Hair...What is the latest style for hair now days? Is it the ugly, spiky, totally erratic hairstyles demonstrated by the poorer people (person) in the Saiyan race, or is the wonderfully manicured, tall, majesty hair gracing the head of the one and only Prince Vegeta. Yes, you have no doubt have chosen the right choice. Prince Vegeta, flame like hair is all the rage now and with our list of products, we can help you less fortunate beings to achieve this glamorous style. Check out the poses you can do with this hair style, modelled by Vegeta.
Products:
4 Tubs 'Vegeta Hair' mud
6 Cans 'Vegeta Hair' hair spray
4 extra combs
2 Hairs clips
Chi-Chi bit her lip, this was it! No wonder Goku got caught in the fan...his hair is screaming for long awaited attention.

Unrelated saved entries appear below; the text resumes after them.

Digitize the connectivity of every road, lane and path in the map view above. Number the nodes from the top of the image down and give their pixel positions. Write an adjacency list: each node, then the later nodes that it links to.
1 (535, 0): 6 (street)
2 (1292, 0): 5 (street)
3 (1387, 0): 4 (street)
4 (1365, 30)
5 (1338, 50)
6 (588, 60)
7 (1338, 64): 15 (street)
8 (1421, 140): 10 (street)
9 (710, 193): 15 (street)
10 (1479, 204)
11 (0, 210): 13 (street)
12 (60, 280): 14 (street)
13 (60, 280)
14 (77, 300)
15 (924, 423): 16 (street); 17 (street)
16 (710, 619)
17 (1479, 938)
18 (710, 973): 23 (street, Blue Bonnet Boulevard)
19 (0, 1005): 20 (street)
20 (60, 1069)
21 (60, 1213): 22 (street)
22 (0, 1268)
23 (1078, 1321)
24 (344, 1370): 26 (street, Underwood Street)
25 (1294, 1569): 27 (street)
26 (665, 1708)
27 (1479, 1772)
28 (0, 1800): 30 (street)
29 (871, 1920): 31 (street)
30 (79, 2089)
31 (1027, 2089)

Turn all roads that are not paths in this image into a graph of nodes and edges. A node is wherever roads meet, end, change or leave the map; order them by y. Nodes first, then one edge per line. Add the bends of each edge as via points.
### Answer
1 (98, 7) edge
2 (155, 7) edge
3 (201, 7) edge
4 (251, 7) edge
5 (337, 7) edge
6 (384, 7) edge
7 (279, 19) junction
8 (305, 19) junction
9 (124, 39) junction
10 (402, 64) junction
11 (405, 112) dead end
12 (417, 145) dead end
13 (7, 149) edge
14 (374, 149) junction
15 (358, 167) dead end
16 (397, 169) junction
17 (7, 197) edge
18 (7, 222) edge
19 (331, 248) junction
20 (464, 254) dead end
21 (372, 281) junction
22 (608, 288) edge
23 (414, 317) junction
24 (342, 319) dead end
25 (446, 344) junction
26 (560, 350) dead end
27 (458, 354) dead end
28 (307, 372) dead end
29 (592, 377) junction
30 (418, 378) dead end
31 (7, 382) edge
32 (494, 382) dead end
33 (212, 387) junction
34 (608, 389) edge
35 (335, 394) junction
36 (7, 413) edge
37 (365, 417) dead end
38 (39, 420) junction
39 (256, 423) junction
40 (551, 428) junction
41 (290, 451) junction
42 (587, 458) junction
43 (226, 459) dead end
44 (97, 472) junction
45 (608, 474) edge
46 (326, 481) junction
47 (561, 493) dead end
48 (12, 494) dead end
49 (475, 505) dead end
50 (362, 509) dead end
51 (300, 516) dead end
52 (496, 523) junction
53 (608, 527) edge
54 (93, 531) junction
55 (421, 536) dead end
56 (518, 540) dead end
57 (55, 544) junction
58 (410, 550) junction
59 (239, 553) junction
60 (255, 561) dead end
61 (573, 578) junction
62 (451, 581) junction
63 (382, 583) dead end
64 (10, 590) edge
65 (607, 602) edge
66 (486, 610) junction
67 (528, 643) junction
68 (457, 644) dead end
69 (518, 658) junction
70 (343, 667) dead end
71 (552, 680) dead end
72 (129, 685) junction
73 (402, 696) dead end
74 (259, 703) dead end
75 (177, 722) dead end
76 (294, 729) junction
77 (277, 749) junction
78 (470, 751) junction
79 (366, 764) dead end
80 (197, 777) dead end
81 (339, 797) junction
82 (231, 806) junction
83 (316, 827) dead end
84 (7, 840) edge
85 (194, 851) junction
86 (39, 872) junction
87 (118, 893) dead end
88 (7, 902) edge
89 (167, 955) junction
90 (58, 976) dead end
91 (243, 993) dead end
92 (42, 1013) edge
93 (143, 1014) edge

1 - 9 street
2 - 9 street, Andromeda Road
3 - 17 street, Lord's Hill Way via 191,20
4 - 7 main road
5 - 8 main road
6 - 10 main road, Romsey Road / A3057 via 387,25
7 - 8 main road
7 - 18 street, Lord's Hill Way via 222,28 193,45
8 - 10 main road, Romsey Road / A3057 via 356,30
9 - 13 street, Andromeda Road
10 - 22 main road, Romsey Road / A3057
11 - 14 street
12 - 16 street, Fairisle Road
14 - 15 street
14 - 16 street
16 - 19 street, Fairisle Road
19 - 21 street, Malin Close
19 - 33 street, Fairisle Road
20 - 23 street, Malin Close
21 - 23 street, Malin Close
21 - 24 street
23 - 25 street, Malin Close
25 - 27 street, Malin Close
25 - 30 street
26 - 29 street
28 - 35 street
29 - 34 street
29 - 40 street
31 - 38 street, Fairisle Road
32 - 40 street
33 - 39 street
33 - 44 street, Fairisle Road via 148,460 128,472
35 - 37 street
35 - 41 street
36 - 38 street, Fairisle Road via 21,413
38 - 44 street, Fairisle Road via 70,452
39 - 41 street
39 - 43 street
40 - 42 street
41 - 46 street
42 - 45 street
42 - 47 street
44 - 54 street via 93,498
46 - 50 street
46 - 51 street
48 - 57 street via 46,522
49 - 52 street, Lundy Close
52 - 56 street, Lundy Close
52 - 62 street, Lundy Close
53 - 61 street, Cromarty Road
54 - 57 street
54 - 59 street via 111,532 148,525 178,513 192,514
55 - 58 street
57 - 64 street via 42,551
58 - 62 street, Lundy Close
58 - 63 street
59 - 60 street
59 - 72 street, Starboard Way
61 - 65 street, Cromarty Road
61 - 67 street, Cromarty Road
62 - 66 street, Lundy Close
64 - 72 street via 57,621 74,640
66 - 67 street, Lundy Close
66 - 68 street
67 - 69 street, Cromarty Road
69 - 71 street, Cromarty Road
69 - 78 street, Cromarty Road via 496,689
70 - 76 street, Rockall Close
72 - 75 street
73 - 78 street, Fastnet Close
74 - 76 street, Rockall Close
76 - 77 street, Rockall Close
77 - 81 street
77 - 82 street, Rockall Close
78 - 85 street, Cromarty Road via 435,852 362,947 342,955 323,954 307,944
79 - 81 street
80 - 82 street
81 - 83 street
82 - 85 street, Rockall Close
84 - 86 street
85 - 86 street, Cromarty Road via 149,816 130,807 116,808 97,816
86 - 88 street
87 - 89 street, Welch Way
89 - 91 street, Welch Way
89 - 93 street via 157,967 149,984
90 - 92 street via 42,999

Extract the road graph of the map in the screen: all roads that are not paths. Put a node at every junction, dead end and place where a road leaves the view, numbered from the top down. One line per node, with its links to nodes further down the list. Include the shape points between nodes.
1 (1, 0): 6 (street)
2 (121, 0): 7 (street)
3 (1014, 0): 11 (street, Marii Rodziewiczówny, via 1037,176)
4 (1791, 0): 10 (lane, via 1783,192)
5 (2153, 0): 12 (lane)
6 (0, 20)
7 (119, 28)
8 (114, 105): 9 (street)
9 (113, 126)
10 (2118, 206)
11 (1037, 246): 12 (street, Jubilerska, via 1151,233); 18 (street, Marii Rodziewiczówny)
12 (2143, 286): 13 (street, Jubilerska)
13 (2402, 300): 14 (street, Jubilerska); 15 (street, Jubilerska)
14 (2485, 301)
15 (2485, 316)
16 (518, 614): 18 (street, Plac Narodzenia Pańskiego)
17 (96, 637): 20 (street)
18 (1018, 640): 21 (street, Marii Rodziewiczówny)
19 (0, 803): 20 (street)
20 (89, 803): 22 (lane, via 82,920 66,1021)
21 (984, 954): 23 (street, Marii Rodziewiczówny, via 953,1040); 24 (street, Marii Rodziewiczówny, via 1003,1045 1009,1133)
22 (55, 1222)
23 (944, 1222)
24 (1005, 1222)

She cast her eyes up at Goku and made her mind up. As soon as he got down he'll be sent off to the hair-dresser to achieve the classic royal style of the saiyan's, and maybe he'll look dead sexy...dead sexy...Chi-Chi's eyes glazed over to become rather dreamy as she whispered 'dead sexy'. Suddenly she had a mental image of Goten with purple hair.
"Hmmm..." she murmured looking over at Goten who had resorted to trying to chew off the chains on the fridge with his lizard, visualising him as a stunning handsome boy with the softest tinge of purplish hair.
When will Goku ever get down from the fan? Where will Chi-Chi's obsession with the Saiyan Majesty Magazine take her? Is Gohan going to be as crazy as he is in my other story? Next time in Roll into One.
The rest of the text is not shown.